Self‐assembling cyclic peptide‐oligonucleotide conjugates: Synthetic strategies and the effect of cyclic topology on self‐assembly and base pairing

Molecules often take advantage of cyclic topology to enable enhancement of their properties such as thermal stability, binding affinity to targets, and self‐assembly profiles. Despite the advantages of cyclization, peptide‐oligonucleotide conjugates (POCs) have not fully utilized the cyclic topology, presumably due to a dearth of generalized synthetic methods. Here, we report a feasible way to synthesize self‐assembling cyclic POCs using a thiol‐maleimide reaction and copper‐catalyzed azide‐alkyne cycloaddition (CuAAC) in the solution phase and evaluate the properties of cyclic POCs such as molecular conformation, Watson‐Crick base pairing, and self‐assembly profile in comparison to those of linear POCs.
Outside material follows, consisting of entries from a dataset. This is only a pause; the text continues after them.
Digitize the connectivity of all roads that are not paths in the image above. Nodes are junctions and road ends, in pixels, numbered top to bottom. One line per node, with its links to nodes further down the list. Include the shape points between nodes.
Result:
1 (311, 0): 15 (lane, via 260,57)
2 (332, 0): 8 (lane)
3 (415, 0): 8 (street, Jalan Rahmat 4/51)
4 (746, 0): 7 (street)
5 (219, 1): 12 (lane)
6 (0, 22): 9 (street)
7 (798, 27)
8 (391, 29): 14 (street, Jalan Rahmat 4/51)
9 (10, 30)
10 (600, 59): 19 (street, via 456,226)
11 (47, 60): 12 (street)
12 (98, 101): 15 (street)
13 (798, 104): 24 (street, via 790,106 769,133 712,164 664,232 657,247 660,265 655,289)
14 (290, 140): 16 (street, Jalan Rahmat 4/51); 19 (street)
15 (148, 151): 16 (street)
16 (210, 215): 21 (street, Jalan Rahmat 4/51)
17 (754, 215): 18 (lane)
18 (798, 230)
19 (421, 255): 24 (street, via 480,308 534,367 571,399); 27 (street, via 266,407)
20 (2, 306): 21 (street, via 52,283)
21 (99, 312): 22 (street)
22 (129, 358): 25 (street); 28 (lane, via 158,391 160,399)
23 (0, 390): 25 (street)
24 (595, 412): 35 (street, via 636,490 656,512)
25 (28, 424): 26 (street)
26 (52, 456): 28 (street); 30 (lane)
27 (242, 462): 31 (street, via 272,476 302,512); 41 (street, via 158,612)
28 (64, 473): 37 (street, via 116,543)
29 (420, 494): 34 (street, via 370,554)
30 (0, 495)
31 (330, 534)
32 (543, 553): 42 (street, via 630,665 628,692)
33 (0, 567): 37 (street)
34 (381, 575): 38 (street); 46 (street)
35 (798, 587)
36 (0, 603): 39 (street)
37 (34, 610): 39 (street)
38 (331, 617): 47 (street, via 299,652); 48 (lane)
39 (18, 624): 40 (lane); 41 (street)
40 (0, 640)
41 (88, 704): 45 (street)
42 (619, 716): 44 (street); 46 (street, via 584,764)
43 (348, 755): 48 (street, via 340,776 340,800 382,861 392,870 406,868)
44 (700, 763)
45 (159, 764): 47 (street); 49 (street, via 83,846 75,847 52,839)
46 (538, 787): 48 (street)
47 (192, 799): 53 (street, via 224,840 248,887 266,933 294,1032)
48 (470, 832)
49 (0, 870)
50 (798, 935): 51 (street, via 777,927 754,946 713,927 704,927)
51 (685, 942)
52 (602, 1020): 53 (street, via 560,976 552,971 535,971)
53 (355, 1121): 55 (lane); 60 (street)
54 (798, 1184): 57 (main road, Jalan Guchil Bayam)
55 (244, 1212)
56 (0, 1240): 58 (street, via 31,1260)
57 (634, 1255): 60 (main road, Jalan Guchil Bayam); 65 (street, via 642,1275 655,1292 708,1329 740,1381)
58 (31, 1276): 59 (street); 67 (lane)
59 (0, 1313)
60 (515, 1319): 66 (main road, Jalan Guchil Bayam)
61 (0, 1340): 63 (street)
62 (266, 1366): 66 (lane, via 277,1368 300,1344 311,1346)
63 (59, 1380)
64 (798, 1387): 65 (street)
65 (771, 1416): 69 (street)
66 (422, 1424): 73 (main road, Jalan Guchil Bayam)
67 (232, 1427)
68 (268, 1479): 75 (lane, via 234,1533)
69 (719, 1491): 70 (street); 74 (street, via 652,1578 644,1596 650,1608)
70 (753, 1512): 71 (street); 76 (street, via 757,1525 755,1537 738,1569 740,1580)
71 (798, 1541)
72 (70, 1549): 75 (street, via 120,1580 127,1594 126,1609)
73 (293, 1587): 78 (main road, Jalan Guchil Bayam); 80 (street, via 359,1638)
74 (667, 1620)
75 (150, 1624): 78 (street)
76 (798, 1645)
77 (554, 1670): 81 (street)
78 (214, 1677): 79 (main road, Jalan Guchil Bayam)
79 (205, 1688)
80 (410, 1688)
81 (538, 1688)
Although there is a marginal difference between cyclic POCs and linear POCs in terms of their overall conformation, the self‐assembly profile is greatly affected. The cyclic POCs form homogeneous spherical aggregates, while the linear POCs form a heterogeneous population of fibrous and spherical aggregates. On the other hand, these cyclic POCs show less efficiency in Watson‐Crick base pairing to complementary cyclic POCs than linear POCs, which subsequently affects the self‐assembly of each duplex POC. Our study provides a synthetic method for self‐assembling cyclic POCs as well as a better understanding of the effect of cyclic topology on the overall conformation, self‐assembly, and Watson‐Crick base pairing of POCs.